___ Dataset records ___

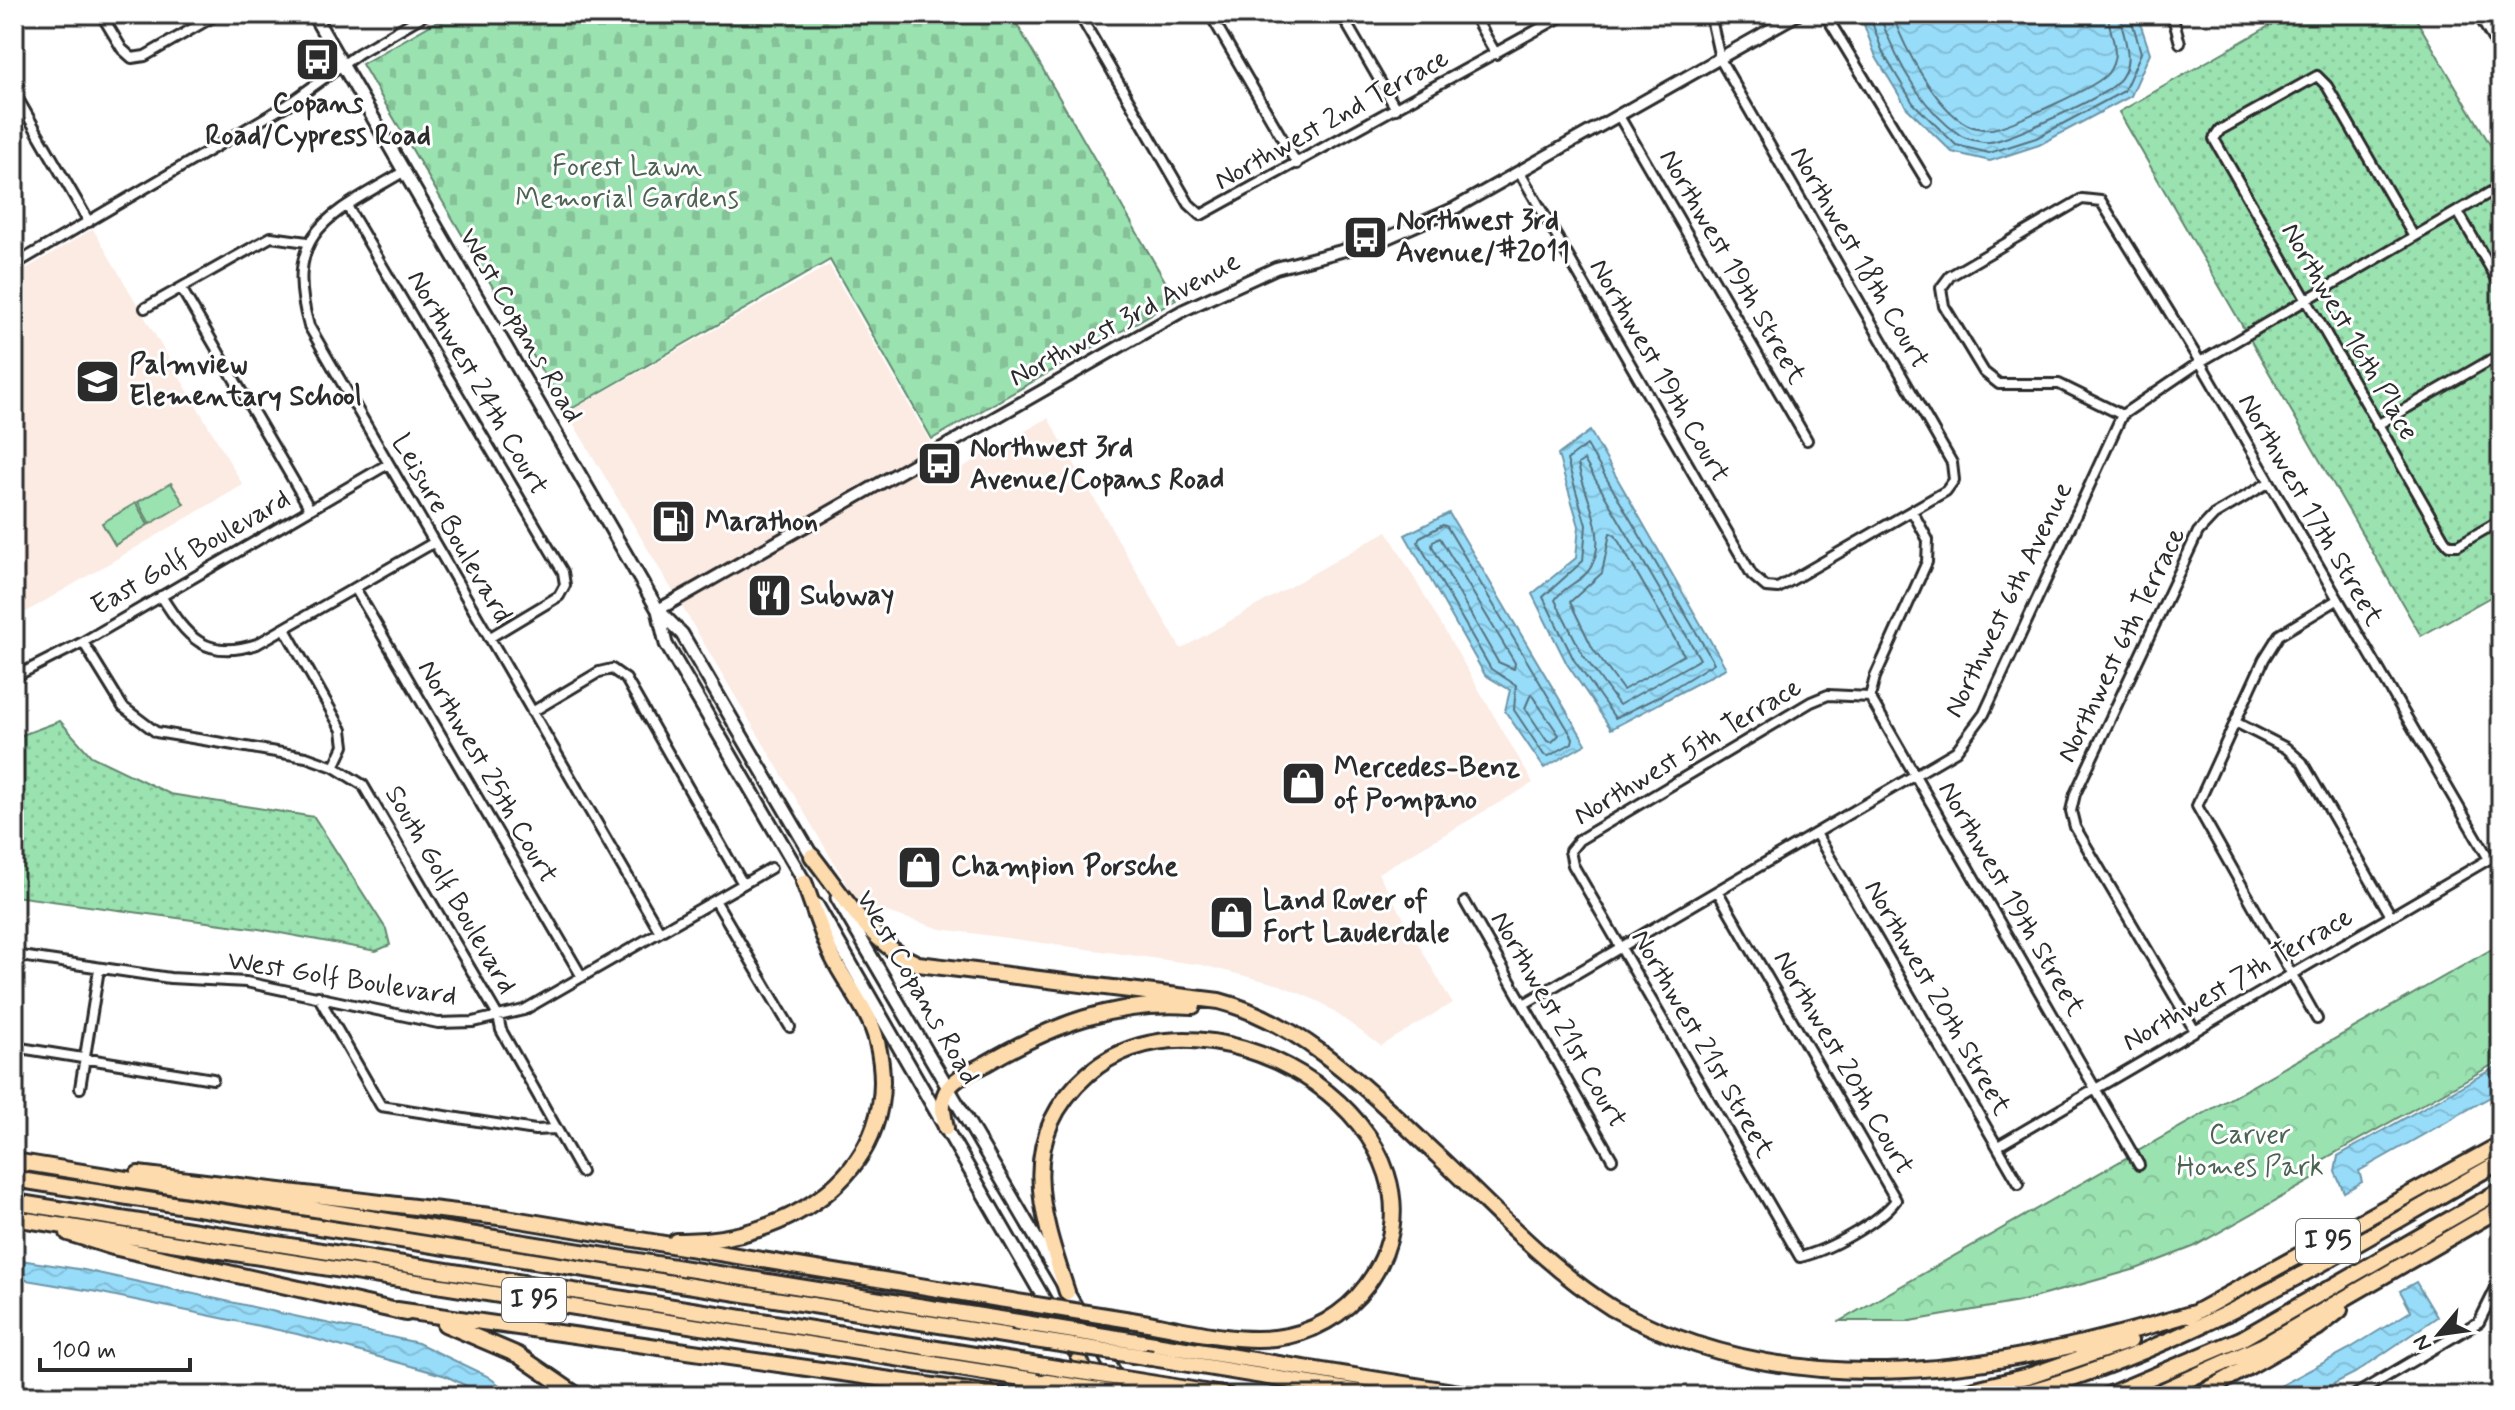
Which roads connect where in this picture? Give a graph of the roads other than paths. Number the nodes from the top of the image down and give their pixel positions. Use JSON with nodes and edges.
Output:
{"nodes":[{"id":1,"x":101,"y":14,"type":"edge"},
{"id":2,"x":218,"y":14,"type":"edge"},
{"id":3,"x":313,"y":14,"type":"edge"},
{"id":4,"x":426,"y":14,"type":"edge"},
{"id":5,"x":1079,"y":14,"type":"edge"},
{"id":6,"x":1210,"y":14,"type":"edge"},
{"id":7,"x":1341,"y":14,"type":"edge"},
{"id":8,"x":1473,"y":14,"type":"edge"},
{"id":9,"x":1566,"y":14,"type":"edge"},
{"id":10,"x":1710,"y":14,"type":"edge"},
{"id":11,"x":1798,"y":14,"type":"edge"},
{"id":12,"x":1825,"y":14,"type":"edge"},
{"id":13,"x":2172,"y":14,"type":"edge"},
{"id":14,"x":2478,"y":14,"type":"edge"},
{"id":15,"x":2180,"y":43,"type":"dead end"},
{"id":16,"x":2501,"y":53,"type":"edge"},
{"id":17,"x":1496,"y":54,"type":"junction"},
{"id":18,"x":1720,"y":59,"type":"junction"},
{"id":19,"x":342,"y":65,"type":"junction"},
{"id":20,"x":14,"y":92,"type":"edge"},
{"id":21,"x":1396,"y":109,"type":"junction"},
{"id":22,"x":1619,"y":116,"type":"junction"},
{"id":23,"x":1297,"y":164,"type":"junction"},
{"id":24,"x":403,"y":172,"type":"junction"},
{"id":25,"x":1520,"y":173,"type":"junction"},
{"id":26,"x":1927,"y":182,"type":"dead end"},
{"id":27,"x":2501,"y":186,"type":"edge"},
{"id":28,"x":347,"y":206,"type":"junction"},
{"id":29,"x":2458,"y":212,"type":"junction"},
{"id":30,"x":89,"y":222,"type":"junction"},
{"id":31,"x":2414,"y":237,"type":"junction"},
{"id":32,"x":307,"y":242,"type":"junction"},
{"id":33,"x":14,"y":265,"type":"edge"},
{"id":34,"x":2501,"y":286,"type":"edge"},
{"id":35,"x":181,"y":288,"type":"junction"},
{"id":36,"x":2306,"y":301,"type":"junction"},
{"id":37,"x":145,"y":308,"type":"dead end"},
{"id":38,"x":2501,"y":354,"type":"edge"},
{"id":39,"x":2200,"y":362,"type":"junction"},
{"id":40,"x":2122,"y":415,"type":"junction"},
{"id":41,"x":2377,"y":425,"type":"junction"},
{"id":42,"x":1807,"y":440,"type":"dead end"},
{"id":43,"x":388,"y":464,"type":"junction"},
{"id":44,"x":2268,"y":483,"type":"junction"},
{"id":45,"x":310,"y":509,"type":"junction"},
{"id":46,"x":1912,"y":511,"type":"junction"},
{"id":47,"x":2501,"y":520,"type":"edge"},
{"id":48,"x":433,"y":543,"type":"junction"},
{"id":49,"x":355,"y":588,"type":"junction"},
{"id":50,"x":161,"y":596,"type":"junction"},
{"id":51,"x":2337,"y":600,"type":"junction"},
{"id":52,"x":658,"y":610,"type":"junction"},
{"id":53,"x":285,"y":629,"type":"junction"},
{"id":54,"x":489,"y":638,"type":"junction"},
{"id":55,"x":83,"y":642,"type":"junction"},
{"id":56,"x":14,"y":677,"type":"edge"},
{"id":57,"x":1870,"y":697,"type":"junction"},
{"id":58,"x":532,"y":712,"type":"junction"},
{"id":59,"x":2235,"y":722,"type":"junction"},
{"id":60,"x":334,"y":767,"type":"junction"},
{"id":61,"x":1915,"y":777,"type":"junction"},
{"id":62,"x":1817,"y":835,"type":"junction"},
{"id":63,"x":1570,"y":851,"type":"joint"},
{"id":64,"x":2501,"y":852,"type":"edge"},
{"id":65,"x":812,"y":856,"type":"junction"},
{"id":66,"x":2489,"y":859,"type":"junction"},
{"id":67,"x":771,"y":868,"type":"dead end"},
{"id":68,"x":804,"y":882,"type":"junction"},
{"id":69,"x":743,"y":884,"type":"junction"},
{"id":70,"x":1718,"y":892,"type":"junction"},
{"id":71,"x":715,"y":900,"type":"junction"},
{"id":72,"x":1465,"y":902,"type":"dead end"},
{"id":73,"x":2391,"y":916,"type":"junction"},
{"id":74,"x":660,"y":932,"type":"junction"},
{"id":75,"x":1621,"y":949,"type":"junction"},
{"id":76,"x":14,"y":955,"type":"edge"},
{"id":77,"x":99,"y":969,"type":"junction"},
{"id":78,"x":2292,"y":975,"type":"junction"},
{"id":79,"x":582,"y":977,"type":"junction"},
{"id":80,"x":318,"y":996,"type":"junction"},
{"id":81,"x":1524,"y":1004,"type":"junction"},
{"id":82,"x":498,"y":1016,"type":"junction"},
{"id":83,"x":2317,"y":1019,"type":"dead end"},
{"id":84,"x":790,"y":1027,"type":"dead end"},
{"id":85,"x":2195,"y":1031,"type":"junction"},
{"id":86,"x":1289,"y":1033,"type":"junction"},
{"id":87,"x":14,"y":1047,"type":"edge"},
{"id":88,"x":86,"y":1059,"type":"junction"},
{"id":89,"x":213,"y":1079,"type":"dead end"},
{"id":90,"x":80,"y":1088,"type":"dead end"},
{"id":91,"x":948,"y":1088,"type":"junction"},
{"id":92,"x":2096,"y":1089,"type":"junction"},
{"id":93,"x":946,"y":1128,"type":"junction"},
{"id":94,"x":555,"y":1129,"type":"junction"},
{"id":95,"x":2501,"y":1144,"type":"edge"},
{"id":96,"x":1998,"y":1146,"type":"junction"},
{"id":97,"x":1612,"y":1159,"type":"dead end"},
{"id":98,"x":14,"y":1161,"type":"edge"},
{"id":99,"x":2501,"y":1161,"type":"edge"},
{"id":100,"x":2139,"y":1165,"type":"dead end"},
{"id":101,"x":78,"y":1171,"type":"junction"},
{"id":102,"x":581,"y":1172,"type":"dead end"},
{"id":103,"x":14,"y":1179,"type":"edge"},
{"id":104,"x":2019,"y":1184,"type":"dead end"},
{"id":105,"x":2501,"y":1190,"type":"edge"},
{"id":106,"x":14,"y":1202,"type":"edge"},
{"id":107,"x":2501,"y":1208,"type":"edge"},
{"id":108,"x":17,"y":1218,"type":"edge"},
{"id":109,"x":585,"y":1232,"type":"junction"},
{"id":110,"x":1800,"y":1257,"type":"joint"},
{"id":111,"x":2501,"y":1278,"type":"edge"},
{"id":112,"x":2374,"y":1282,"type":"junction"},
{"id":113,"x":1067,"y":1292,"type":"junction"},
{"id":114,"x":397,"y":1310,"type":"junction"},
{"id":115,"x":2197,"y":1312,"type":"junction"},
{"id":116,"x":1079,"y":1358,"type":"junction"},
{"id":117,"x":971,"y":1391,"type":"junction"},
{"id":118,"x":578,"y":1396,"type":"edge"},
{"id":119,"x":880,"y":1396,"type":"edge"},
{"id":120,"x":1004,"y":1396,"type":"edge"},
{"id":121,"x":1094,"y":1396,"type":"edge"},
{"id":122,"x":1101,"y":1396,"type":"edge"},
{"id":123,"x":1128,"y":1396,"type":"edge"},
{"id":124,"x":1137,"y":1396,"type":"edge"},
{"id":125,"x":1228,"y":1396,"type":"edge"},
{"id":126,"x":1384,"y":1396,"type":"edge"},
{"id":127,"x":1479,"y":1396,"type":"edge"},
{"id":128,"x":1947,"y":1396,"type":"edge"},
{"id":129,"x":2013,"y":1396,"type":"edge"},
{"id":130,"x":2106,"y":1396,"type":"edge"},
{"id":131,"x":2151,"y":1396,"type":"edge"},
{"id":132,"x":2197,"y":1396,"type":"edge"},
{"id":133,"x":2353,"y":1396,"type":"edge"}],
"edges":[{"from":1,"to":2,"type":"street"},
{"from":3,"to":19,"type":"main road","name":"West Copans Road"},
{"from":4,"to":19,"type":"street"},
{"from":5,"to":23,"type":"street","name":"Northwest 2nd Terrace"},
{"from":6,"to":23,"type":"street"},
{"from":7,"to":21,"type":"street"},
{"from":8,"to":17,"type":"street"},
{"from":9,"to":17,"type":"street","name":"Northwest 2nd Terrace"},
{"from":10,"to":18,"type":"street","name":"Northwest 18th Court"},
{"from":11,"to":18,"type":"street","name":"Northwest 3rd Avenue"},
{"from":12,"to":26,"type":"street"},
{"from":13,"to":15,"type":"street"},
{"from":14,"to":16,"type":"street"},
{"from":17,"to":21,"type":"street","name":"Northwest 2nd Terrace"},
{"from":18,"to":22,"type":"street","name":"Northwest 3rd Avenue"},
{"from":18,"to":46,"type":"street","name":"Northwest 18th Court"},
{"from":19,"to":24,"type":"main road","name":"West Copans Road"},
{"from":19,"to":30,"type":"street"},
{"from":20,"to":30,"type":"street"},
{"from":21,"to":23,"type":"street","name":"Northwest 2nd Terrace"},
{"from":22,"to":25,"type":"street","name":"Northwest 3rd Avenue"},
{"from":22,"to":42,"type":"street","name":"Northwest 19th Street"},
{"from":24,"to":28,"type":"street"},
{"from":24,"to":52,"type":"main road","name":"West Copans Road"},
{"from":25,"to":46,"type":"street","name":"Northwest 19th Court"},
{"from":25,"to":52,"type":"street","name":"Northwest 3rd Avenue"},
{"from":27,"to":29,"type":"street"},
{"from":28,"to":32,"type":"street"},
{"from":28,"to":54,"type":"street","name":"Northwest 24th Court"},
{"from":29,"to":31,"type":"street"},
{"from":29,"to":34,"type":"street"},
{"from":30,"to":33,"type":"street"},
{"from":31,"to":36,"type":"street"},
{"from":31,"to":36,"type":"street","name":"Northwest 16th Place"},
{"from":32,"to":35,"type":"street"},
{"from":32,"to":43,"type":"street","name":"Leisure Boulevard"},
{"from":35,"to":37,"type":"street"},
{"from":35,"to":45,"type":"street"},
{"from":36,"to":39,"type":"street"},
{"from":36,"to":41,"type":"street","name":"Northwest 16th Place"},
{"from":38,"to":41,"type":"street"},
{"from":39,"to":40,"type":"street"},
{"from":39,"to":40,"type":"street","name":"Northwest 17th Street"},
{"from":39,"to":44,"type":"street","name":"Northwest 17th Street"},
{"from":40,"to":61,"type":"street","name":"Northwest 6th Avenue"},
{"from":41,"to":47,"type":"street","name":"Northwest 16th Place"},
{"from":43,"to":45,"type":"street","name":"East Golf Boulevard"},
{"from":43,"to":48,"type":"street","name":"Leisure Boulevard"},
{"from":44,"to":51,"type":"street","name":"Northwest 17th Street"},
{"from":44,"to":85,"type":"street","name":"Northwest 6th Terrace"},
{"from":45,"to":50,"type":"street","name":"East Golf Boulevard"},
{"from":46,"to":57,"type":"street"},
{"from":48,"to":49,"type":"street"},
{"from":48,"to":54,"type":"street","name":"Leisure Boulevard"},
{"from":49,"to":53,"type":"street"},
{"from":49,"to":79,"type":"street","name":"Northwest 25th Court"},
{"from":50,"to":53,"type":"street"},
{"from":50,"to":55,"type":"street","name":"East Golf Boulevard"},
{"from":51,"to":59,"type":"street"},
{"from":51,"to":66,"type":"street","name":"Northwest 17th Street"},
{"from":52,"to":65,"type":"main road","name":"West Copans Road"},
{"from":52,"to":68,"type":"main road","name":"West Copans Road"},
{"from":53,"to":60,"type":"street"},
{"from":54,"to":58,"type":"street","name":"Leisure Boulevard"},
{"from":55,"to":56,"type":"street","name":"East Golf Boulevard"},
{"from":55,"to":60,"type":"street","name":"South Golf Boulevard"},
{"from":57,"to":61,"type":"street","name":"Northwest 19th Street"},
{"from":57,"to":63,"type":"street","name":"Northwest 5th Terrace"},
{"from":58,"to":69,"type":"street"},
{"from":58,"to":74,"type":"street","name":"Leisure Boulevard"},
{"from":59,"to":73,"type":"street"},
{"from":59,"to":78,"type":"street"},
{"from":60,"to":82,"type":"street","name":"South Golf Boulevard"},
{"from":61,"to":62,"type":"street","name":"Northwest 6th Avenue"},
{"from":61,"to":92,"type":"street","name":"Northwest 19th Street"},
{"from":62,"to":70,"type":"street","name":"Northwest 6th Avenue"},
{"from":62,"to":96,"type":"street","name":"Northwest 20th Street"},
{"from":63,"to":75,"type":"street","name":"Northwest 21st Street"},
{"from":64,"to":66,"type":"street","name":"Northwest 7th Terrace"},
{"from":65,"to":86,"type":"highway"},
{"from":65,"to":91,"type":"main road","name":"West Copans Road"},
{"from":66,"to":73,"type":"street","name":"Northwest 7th Terrace"},
{"from":67,"to":69,"type":"street","name":"West Golf Boulevard"},
{"from":68,"to":93,"type":"main road","name":"West Copans Road"},
{"from":68,"to":109,"type":"highway"},
{"from":69,"to":71,"type":"street","name":"West Golf Boulevard"},
{"from":70,"to":75,"type":"street","name":"Northwest 6th Avenue"},
{"from":70,"to":110,"type":"street","name":"Northwest 20th Court"},
{"from":71,"to":74,"type":"street","name":"West Golf Boulevard"},
{"from":71,"to":84,"type":"street"},
{"from":72,"to":81,"type":"street","name":"Northwest 21st Court"},
{"from":73,"to":78,"type":"street","name":"Northwest 7th Terrace"},
{"from":74,"to":79,"type":"street","name":"West Golf Boulevard"},
{"from":75,"to":81,"type":"street","name":"Northwest 6th Avenue"},
{"from":75,"to":110,"type":"street","name":"Northwest 21st Street"},
{"from":76,"to":77,"type":"street","name":"West Golf Boulevard"},
{"from":77,"to":80,"type":"street","name":"West Golf Boulevard"},
{"from":77,"to":88,"type":"street"},
{"from":78,"to":83,"type":"street"},
{"from":78,"to":85,"type":"street","name":"Northwest 7th Terrace"},
{"from":79,"to":82,"type":"street","name":"West Golf Boulevard"},
{"from":80,"to":82,"type":"street","name":"West Golf Boulevard"},
{"from":80,"to":94,"type":"street"},
{"from":81,"to":97,"type":"street","name":"Northwest 21st Court"},
{"from":82,"to":94,"type":"street","name":"South Golf Boulevard"},
{"from":85,"to":92,"type":"street","name":"Northwest 7th Terrace"},
{"from":86,"to":91,"type":"highway"},
{"from":86,"to":115,"type":"highway"},
{"from":87,"to":88,"type":"street"},
{"from":88,"to":89,"type":"street"},
{"from":88,"to":90,"type":"street"},
{"from":91,"to":93,"type":"highway"},
{"from":91,"to":113,"type":"main road","name":"West Copans Road"},
{"from":92,"to":96,"type":"street","name":"Northwest 7th Terrace"},
{"from":92,"to":100,"type":"street","name":"Northwest 19th Street"},
{"from":93,"to":116,"type":"main road","name":"West Copans Road"},
{"from":94,"to":102,"type":"street","name":"South Golf Boulevard"},
{"from":95,"to":115,"type":"highway","number":"I 95"},
{"from":96,"to":104,"type":"street","name":"Northwest 20th Street"},
{"from":98,"to":101,"type":"highway","number":"I 95"},
{"from":99,"to":129,"type":"highway"},
{"from":101,"to":109,"type":"highway"},
{"from":101,"to":127,"type":"highway","number":"I 95","bridge":true},
{"from":103,"to":126,"type":"highway","bridge":true},
{"from":105,"to":130,"type":"highway"},
{"from":106,"to":125,"type":"highway","bridge":true},
{"from":107,"to":112,"type":"highway","number":"I 95"},
{"from":108,"to":114,"type":"highway"},
{"from":108,"to":124,"type":"highway","number":"I 95","bridge":true},
{"from":109,"to":113,"type":"highway","bridge":true},
{"from":111,"to":133,"type":"street"},
{"from":112,"to":131,"type":"highway","number":"I 95"},
{"from":112,"to":132,"type":"highway"},
{"from":113,"to":123,"type":"main road","name":"West Copans Road"},
{"from":114,"to":117,"type":"highway"},
{"from":114,"to":118,"type":"highway"},
{"from":115,"to":128,"type":"highway","number":"I 95"},
{"from":116,"to":121,"type":"highway"},
{"from":116,"to":122,"type":"main road","name":"West Copans Road"},
{"from":117,"to":119,"type":"highway"},
{"from":117,"to":120,"type":"highway"}]}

___

> **Exercise prompt**: Gather all lines from the records above in which "bridge" appears.

> **Solution to the problem**:
{"from":101,"to":127,"type":"highway","number":"I 95","bridge":true},
{"from":103,"to":126,"type":"highway","bridge":true},
{"from":106,"to":125,"type":"highway","bridge":true},
{"from":108,"to":124,"type":"highway","number":"I 95","bridge":true},
{"from":109,"to":113,"type":"highway","bridge":true},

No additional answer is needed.